### AIM OF THE EXERCISE
Restate the entries below in full, exactly as they read, but without pictures.

### GIVEN INFORMATION
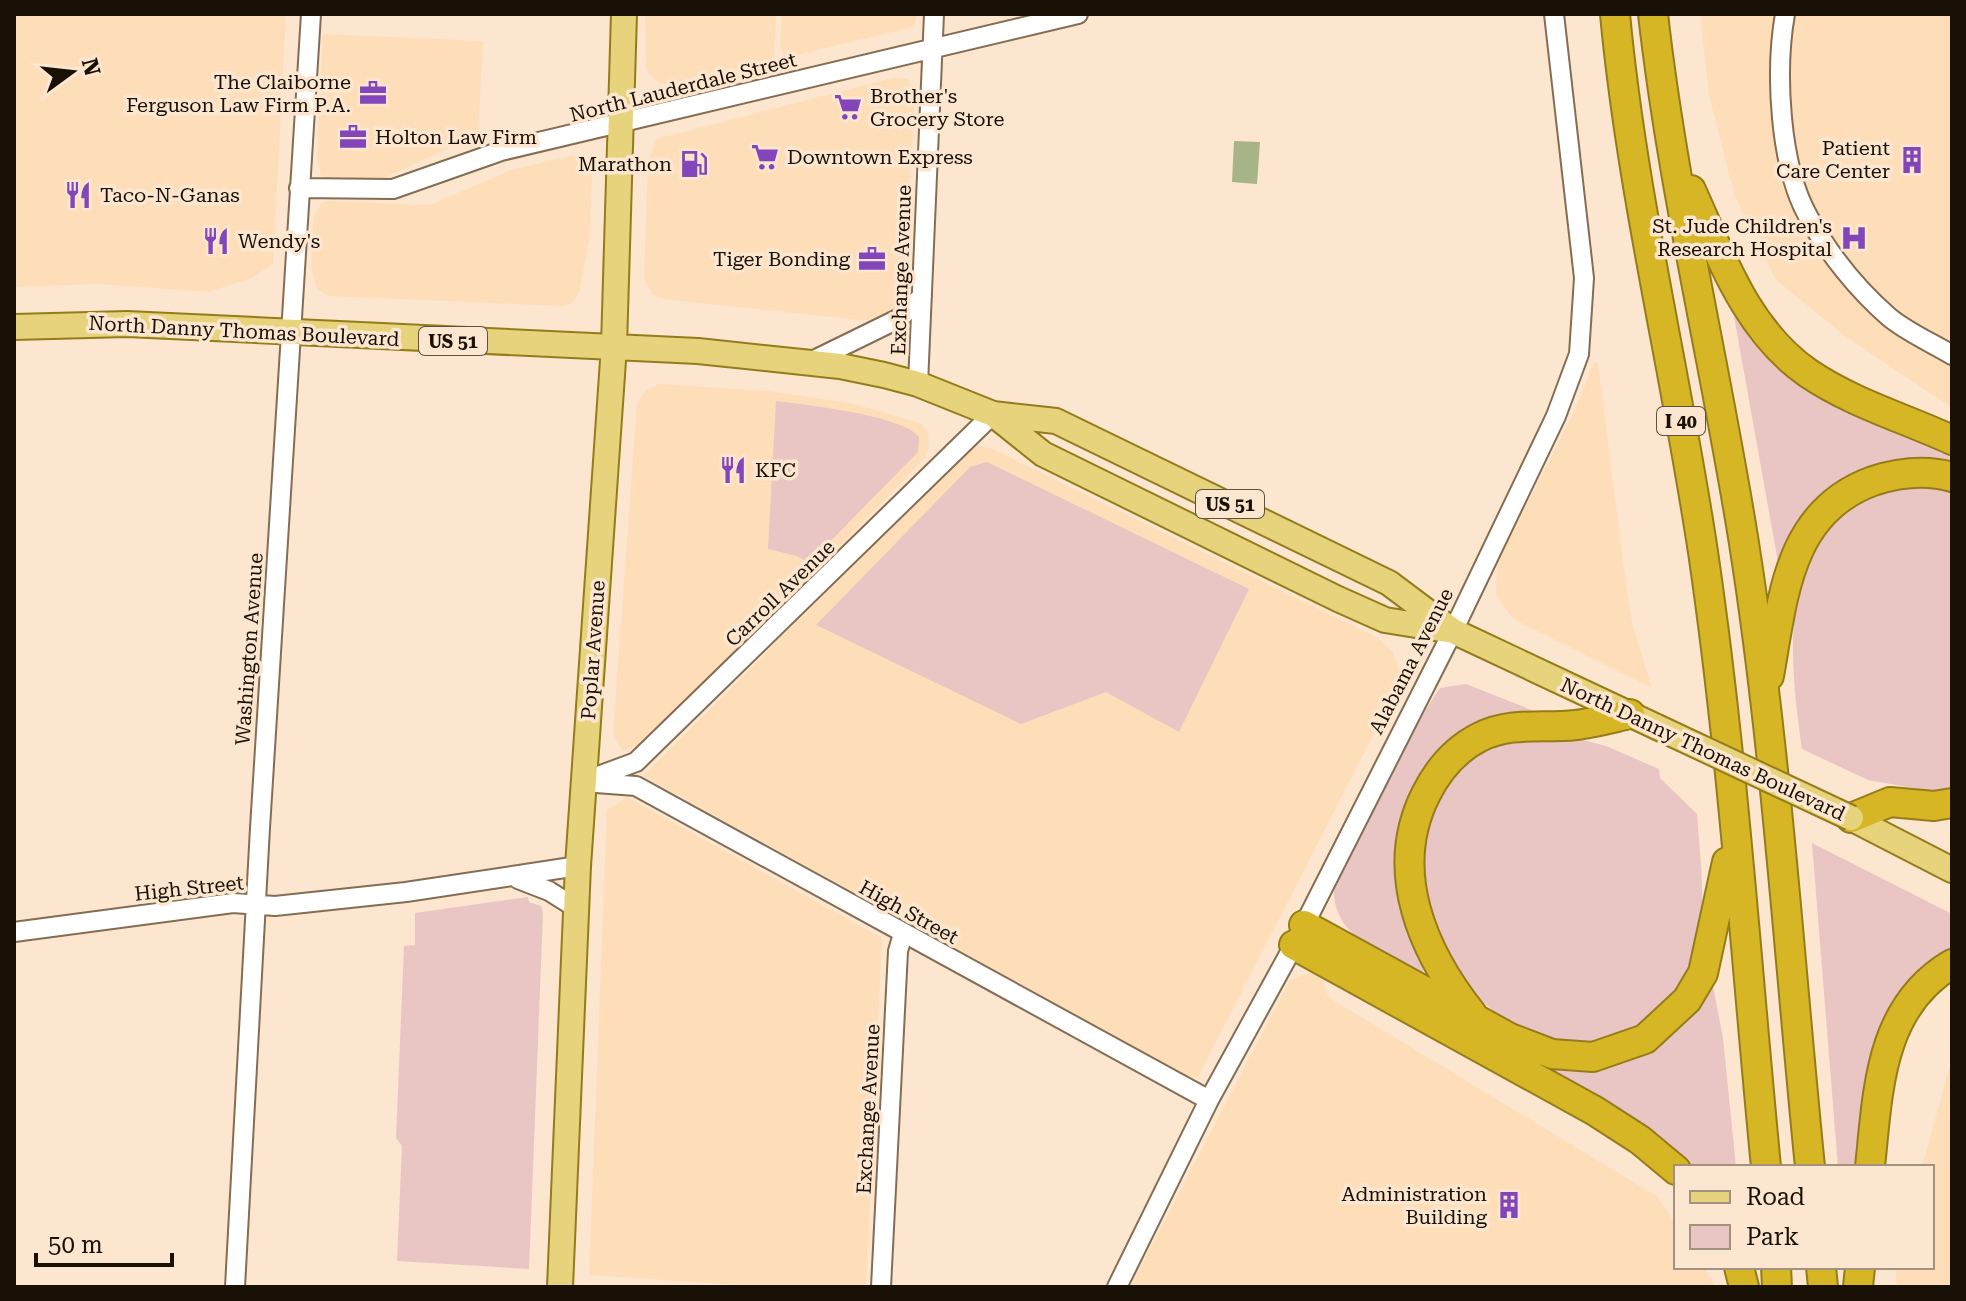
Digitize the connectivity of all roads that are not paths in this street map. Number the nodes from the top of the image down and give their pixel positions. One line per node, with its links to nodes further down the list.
1 (311, 14): 12 (street, Washington Avenue)
2 (624, 14): 10 (main road, Poplar Avenue)
3 (934, 14): 9 (street, Exchange Avenue)
4 (1078, 14): 9 (street, North Lauderdale Street)
5 (1554, 14): 23 (street, Alabama Avenue)
6 (1615, 14): 29 (highway, I 40)
7 (1653, 14): 11 (highway, I 40)
8 (1785, 14): 17 (street)
9 (932, 49): 10 (street, North Lauderdale Street); 13 (street, Exchange Avenue)
10 (623, 125): 12 (street, North Lauderdale Street); 16 (main road, Poplar Avenue)
11 (1673, 149): 21 (highway); 24 (highway, I 40)
12 (299, 188): 15 (street, Washington Avenue)
13 (922, 296): 18 (street); 19 (street, Exchange Avenue)
14 (14, 327): 15 (main road, North Danny Thomas Boulevard / US 51)
15 (292, 332): 16 (main road, North Danny Thomas Boulevard / US 51); 33 (street, Washington Avenue)
16 (614, 346): 18 (main road, North Danny Thomas Boulevard / US 51); 26 (main road, Poplar Avenue)
17 (1952, 355)
18 (808, 364): 19 (main road, North Danny Thomas Boulevard / US 51)
19 (918, 384): 20 (main road, North Danny Thomas Boulevard / US 51)
20 (993, 414): 23 (main road, North Danny Thomas Boulevard / US 51); 23 (main road, North Danny Thomas Boulevard / US 51); 26 (street, Carroll Avenue)
21 (1952, 440)
22 (1952, 477): 24 (highway)
23 (1453, 631): 25 (main road, North Danny Thomas Boulevard / US 51); 37 (street, Alabama Avenue)
24 (1765, 702): 42 (highway, I 40)
25 (1630, 714): 28 (main road, North Danny Thomas Boulevard / US 51, bridge); 39 (highway)
26 (583, 782): 30 (main road, Poplar Avenue); 36 (street, High Street)
27 (1952, 803): 28 (highway)
28 (1851, 818): 31 (main road, North Danny Thomas Boulevard / US 51)
29 (1733, 830): 39 (highway); 41 (highway, I 40)
30 (578, 866): 32 (street, High Street); 34 (main road, Poplar Avenue)
31 (1952, 870)
32 (511, 878): 33 (street, High Street); 34 (street, High Street)
33 (256, 903): 35 (street, High Street); 45 (street, Washington Avenue)
34 (576, 908): 46 (main road, Poplar Avenue)
35 (14, 932)
36 (903, 934): 40 (street, High Street); 47 (street, Exchange Avenue)
37 (1299, 935): 39 (highway); 40 (street, Alabama Avenue); 44 (highway)
38 (1952, 964): 43 (highway)
39 (1477, 1021)
40 (1209, 1100): 48 (street, Alabama Avenue)
41 (1766, 1165)
42 (1810, 1165)
43 (1870, 1165)
44 (1674, 1168)
45 (235, 1287)
46 (560, 1287)
47 (881, 1287)
48 (1117, 1287)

### FINISHED EXERCISE
Digitize the connectivity of all roads that are not paths in this street map. Number the nodes from the top of the image down and give their pixel positions. One line per node, with its links to nodes further down the list.
1 (311, 14): 12 (street, Washington Avenue)
2 (624, 14): 10 (main road, Poplar Avenue)
3 (934, 14): 9 (street, Exchange Avenue)
4 (1078, 14): 9 (street, North Lauderdale Street)
5 (1554, 14): 23 (street, Alabama Avenue)
6 (1615, 14): 29 (highway, I 40)
7 (1653, 14): 11 (highway, I 40)
8 (1785, 14): 17 (street)
9 (932, 49): 10 (street, North Lauderdale Street); 13 (street, Exchange Avenue)
10 (623, 125): 12 (street, North Lauderdale Street); 16 (main road, Poplar Avenue)
11 (1673, 149): 21 (highway); 24 (highway, I 40)
12 (299, 188): 15 (street, Washington Avenue)
13 (922, 296): 18 (street); 19 (street, Exchange Avenue)
14 (14, 327): 15 (main road, North Danny Thomas Boulevard / US 51)
15 (292, 332): 16 (main road, North Danny Thomas Boulevard / US 51); 33 (street, Washington Avenue)
16 (614, 346): 18 (main road, North Danny Thomas Boulevard / US 51); 26 (main road, Poplar Avenue)
17 (1952, 355)
18 (808, 364): 19 (main road, North Danny Thomas Boulevard / US 51)
19 (918, 384): 20 (main road, North Danny Thomas Boulevard / US 51)
20 (993, 414): 23 (main road, North Danny Thomas Boulevard / US 51); 23 (main road, North Danny Thomas Boulevard / US 51); 26 (street, Carroll Avenue)
21 (1952, 440)
22 (1952, 477): 24 (highway)
23 (1453, 631): 25 (main road, North Danny Thomas Boulevard / US 51); 37 (street, Alabama Avenue)
24 (1765, 702): 42 (highway, I 40)
25 (1630, 714): 28 (main road, North Danny Thomas Boulevard / US 51, bridge); 39 (highway)
26 (583, 782): 30 (main road, Poplar Avenue); 36 (street, High Street)
27 (1952, 803): 28 (highway)
28 (1851, 818): 31 (main road, North Danny Thomas Boulevard / US 51)
29 (1733, 830): 39 (highway); 41 (highway, I 40)
30 (578, 866): 32 (street, High Street); 34 (main road, Poplar Avenue)
31 (1952, 870)
32 (511, 878): 33 (street, High Street); 34 (street, High Street)
33 (256, 903): 35 (street, High Street); 45 (street, Washington Avenue)
34 (576, 908): 46 (main road, Poplar Avenue)
35 (14, 932)
36 (903, 934): 40 (street, High Street); 47 (street, Exchange Avenue)
37 (1299, 935): 39 (highway); 40 (street, Alabama Avenue); 44 (highway)
38 (1952, 964): 43 (highway)
39 (1477, 1021)
40 (1209, 1100): 48 (street, Alabama Avenue)
41 (1766, 1165)
42 (1810, 1165)
43 (1870, 1165)
44 (1674, 1168)
45 (235, 1287)
46 (560, 1287)
47 (881, 1287)
48 (1117, 1287)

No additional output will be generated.